Description
openedon Dec 9, 2022
Description
Hello,
The issue manifests it seems at random on a number of Ubuntu 18.04 servers running our Kestrel-based .NET application.
The servers in question did not install any package updates recently that might have contributed to such behavior.
Kestrel stops responding to requests - all of them time out.
$ curl -vvv -k https://server.com/alive
Trying 1.2.3.4...
TCP_NODELAY set
The machine does not experience high load at the time of the incident. CPU, memory and IO usage is at normal or even low rates.
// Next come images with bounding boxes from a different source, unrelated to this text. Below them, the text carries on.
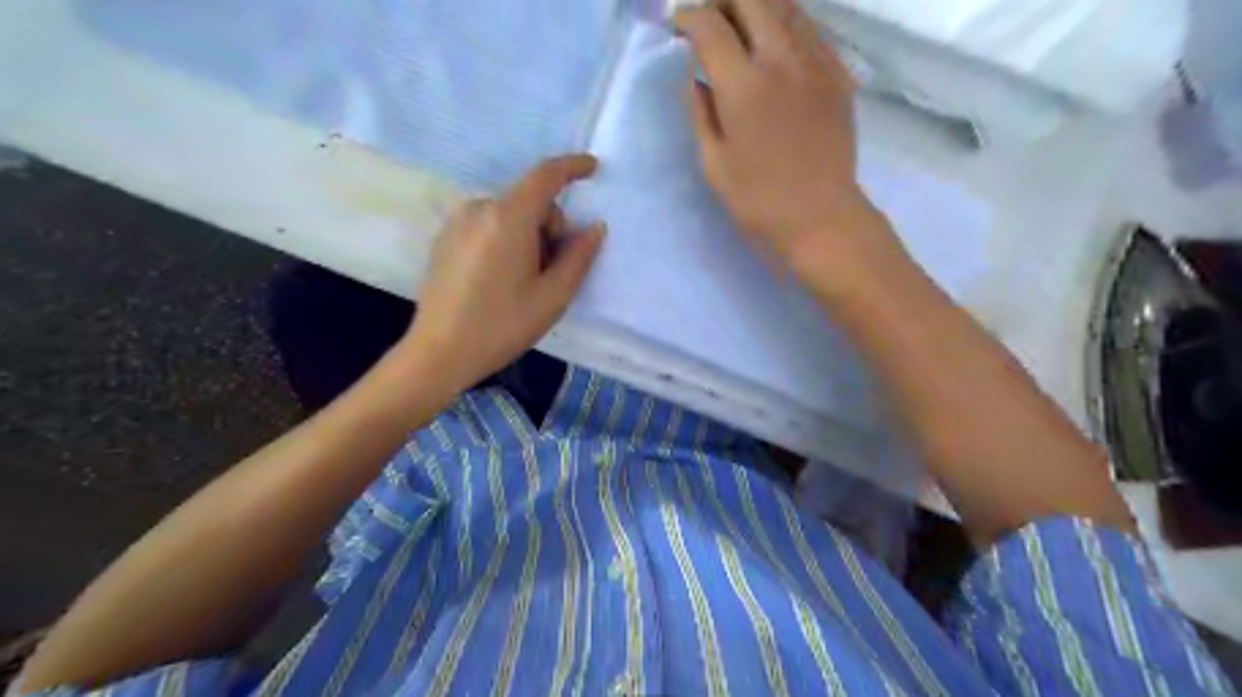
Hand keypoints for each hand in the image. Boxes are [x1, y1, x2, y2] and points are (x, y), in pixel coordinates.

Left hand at [400, 156, 603, 390]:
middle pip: (529, 201)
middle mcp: (479, 209)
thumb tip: (594, 227)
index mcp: (508, 218)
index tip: (592, 168)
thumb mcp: (552, 297)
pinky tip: (499, 281)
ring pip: (509, 215)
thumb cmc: (502, 326)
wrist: (439, 353)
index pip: (545, 175)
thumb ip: (578, 257)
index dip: (572, 167)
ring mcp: (457, 223)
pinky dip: (505, 240)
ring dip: (527, 236)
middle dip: (550, 226)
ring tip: (523, 282)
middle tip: (550, 272)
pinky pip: (487, 226)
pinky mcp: (445, 239)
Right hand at [674, 1, 908, 297]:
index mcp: (744, 86)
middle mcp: (782, 60)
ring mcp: (817, 63)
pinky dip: (786, 24)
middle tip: (708, 20)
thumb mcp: (713, 163)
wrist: (821, 218)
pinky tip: (775, 45)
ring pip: (785, 6)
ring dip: (755, 6)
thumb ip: (700, 112)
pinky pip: (810, 29)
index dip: (688, 17)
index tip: (678, 27)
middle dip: (721, 1)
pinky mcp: (838, 74)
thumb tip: (695, 76)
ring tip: (738, 25)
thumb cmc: (758, 200)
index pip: (710, 25)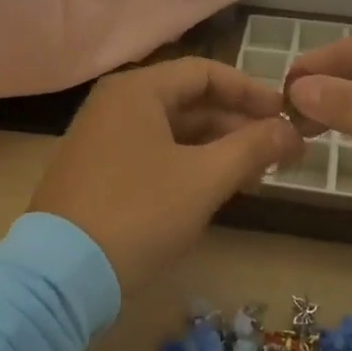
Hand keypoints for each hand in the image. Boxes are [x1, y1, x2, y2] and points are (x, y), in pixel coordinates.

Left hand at [29, 58, 302, 290]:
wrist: (59, 277)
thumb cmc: (138, 214)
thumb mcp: (204, 179)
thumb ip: (253, 147)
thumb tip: (292, 131)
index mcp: (137, 90)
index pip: (205, 73)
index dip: (250, 91)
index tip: (285, 116)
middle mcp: (115, 103)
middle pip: (189, 101)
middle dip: (237, 125)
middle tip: (277, 153)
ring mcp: (101, 138)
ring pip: (172, 131)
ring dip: (216, 148)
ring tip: (253, 177)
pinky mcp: (96, 171)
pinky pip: (152, 153)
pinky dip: (187, 164)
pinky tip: (213, 190)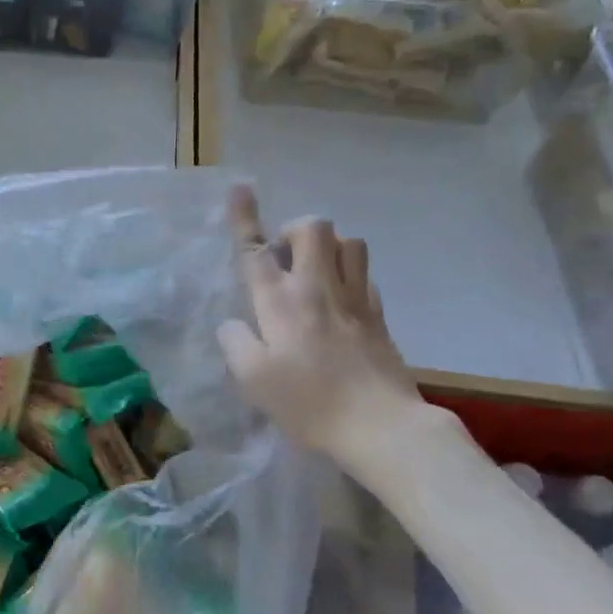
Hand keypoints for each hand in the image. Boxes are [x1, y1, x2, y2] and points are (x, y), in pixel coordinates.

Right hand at [218, 184, 420, 462]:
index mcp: (280, 302)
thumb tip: (233, 323)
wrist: (380, 425)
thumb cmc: (307, 403)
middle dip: (294, 230)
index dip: (244, 218)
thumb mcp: (252, 379)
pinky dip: (348, 273)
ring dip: (328, 246)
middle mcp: (318, 288)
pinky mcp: (378, 315)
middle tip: (282, 258)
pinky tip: (338, 298)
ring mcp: (354, 298)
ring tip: (313, 271)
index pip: (255, 250)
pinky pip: (364, 274)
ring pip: (349, 242)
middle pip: (313, 228)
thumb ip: (235, 343)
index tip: (240, 188)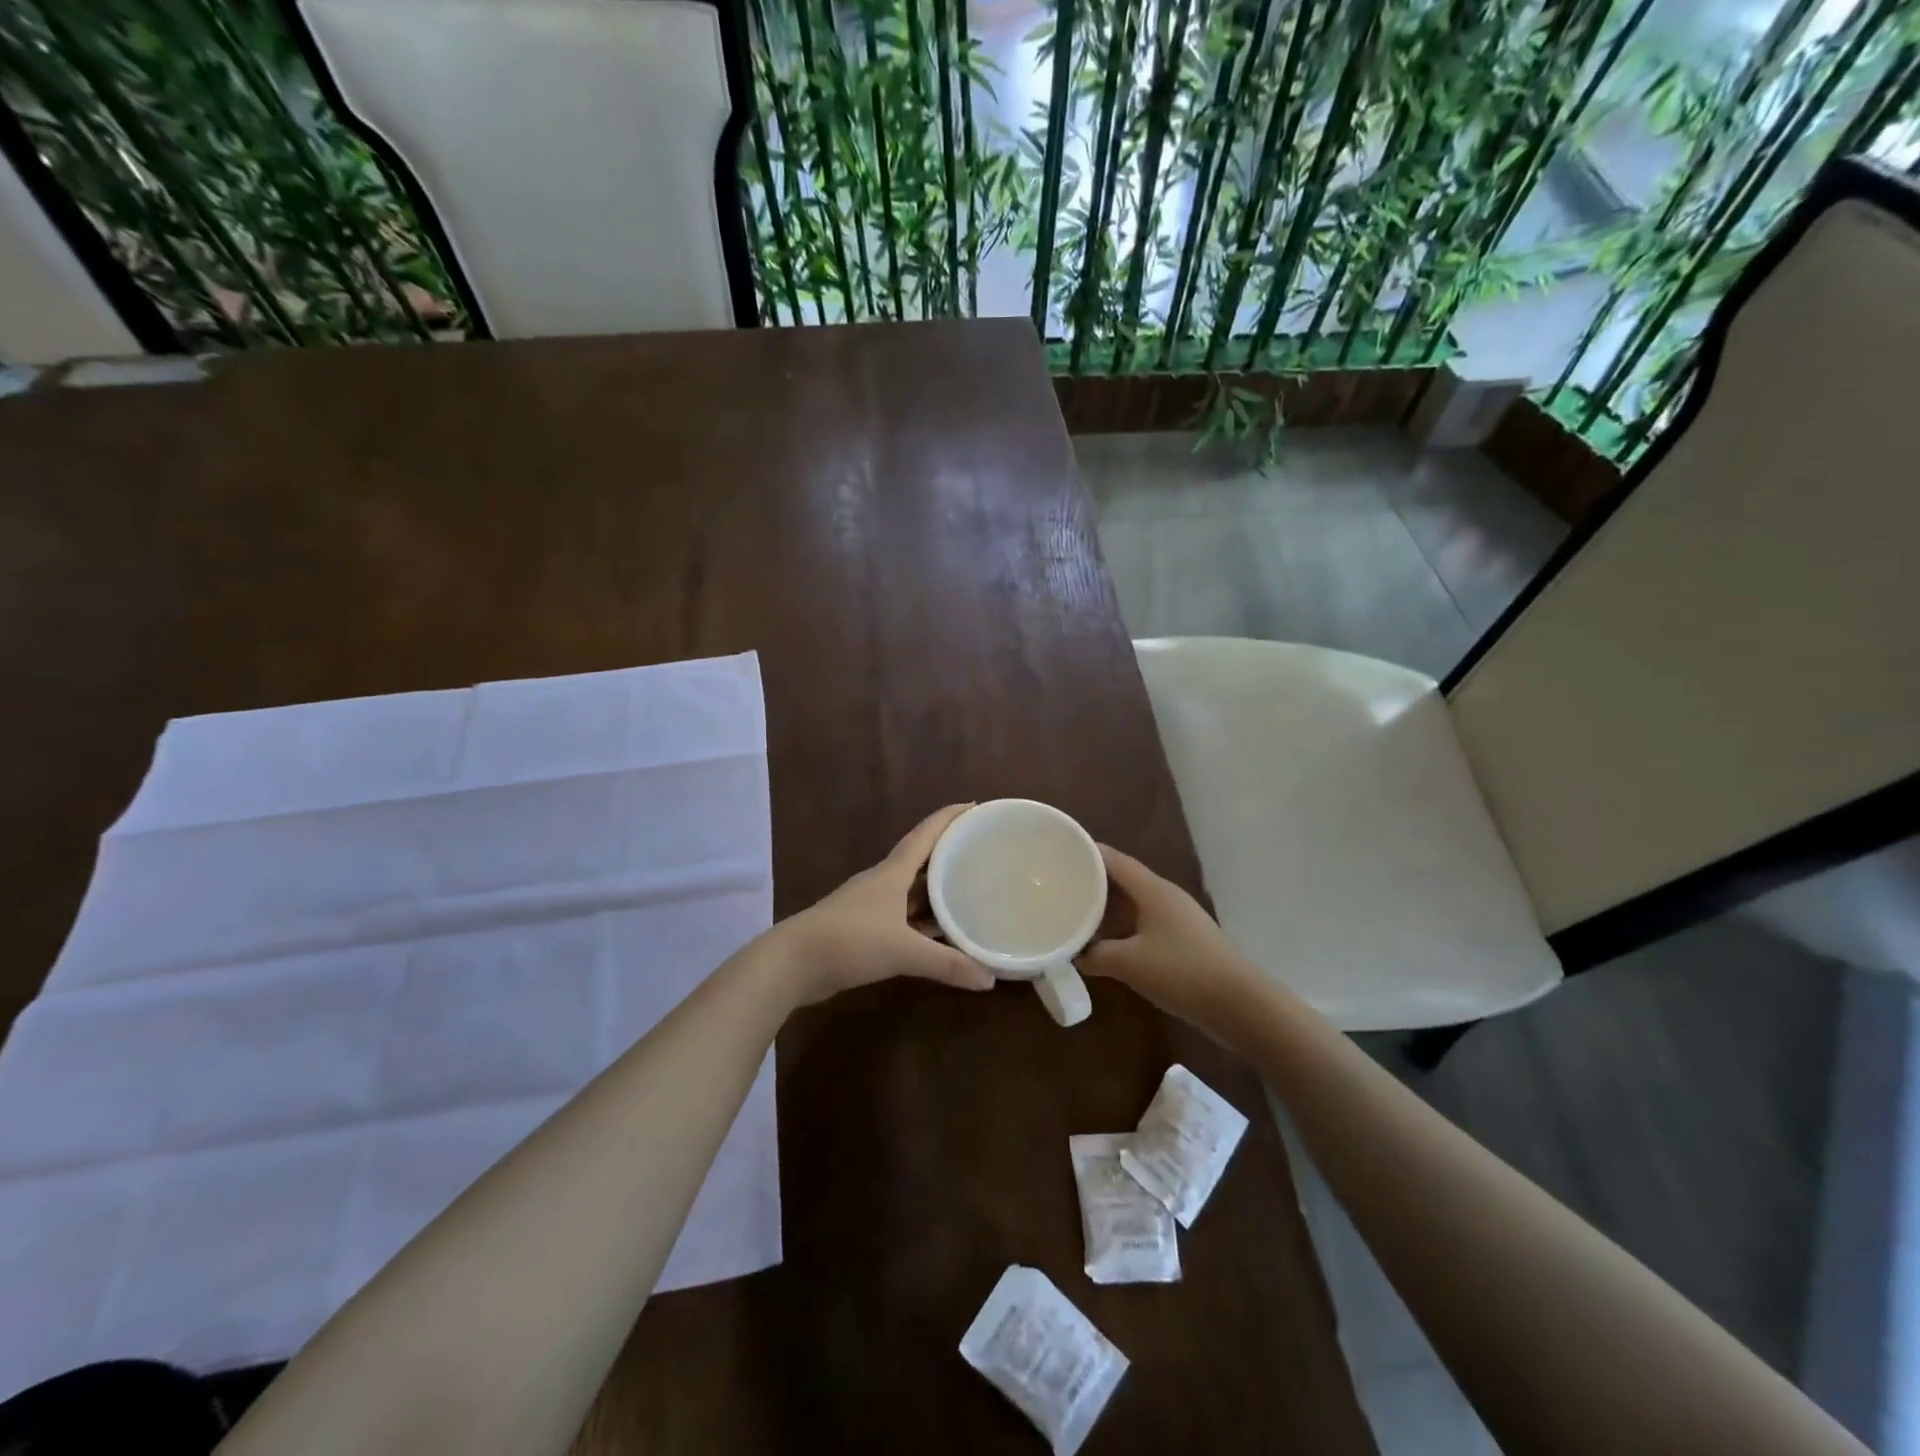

We captured .NET counters in hope of finding clues of some kind of thread starvation but we did not see anything out of the ordinary:
Status: Running
[System.Runtime]
% Time in GC since last GC (%) 0
Allocation Rate (B / 1 sec) 529,872
CPU Usage (%) 3
Exception Count (Count / 1 sec) 0
GC Committed Bytes (MB) 1,511
GC Fragmentation (%) 66.514
GC Heap Size (MB) 527
Gen 0 GC Count (Count / 1 sec) 0
Gen 0 Size (B) 65,608,328
Gen 1 GC Count (Count / 1 sec) 0
Gen 1 Size (B) 16,600,328
Gen 2 GC Count (Count / 1 sec) 0
Gen 2 Size (B) 1.0128e+09
IL Bytes Jitted (B) 9,668,963
LOH Size (B) 3.2404e+08
Monitor Lock Contention Count (Count / 1 sec) 25
Number of Active Timers 526
Number of Assemblies Loaded 580
Number of Methods Jitted 114,669
POH (Pinned Object Heap) Size (B) 2,648,776
ThreadPool Completed Work Item Count (Count / 1 sec) 701
ThreadPool Queue Length 0
ThreadPool Thread Count 20
Time spent in JIT (ms / 1 sec) 0
Working Set (MB) 4,785
I attach stack traces taken with dotnet-stack
.
Now the surprising part, things that "unblocks it" is:
-
strace call
sudo strace -T -t -f -p $PID
-
making a minidump with dotnet-dump
-
restarting the service (not surprising)
After performing the above actions Kestrel is responding to requests again.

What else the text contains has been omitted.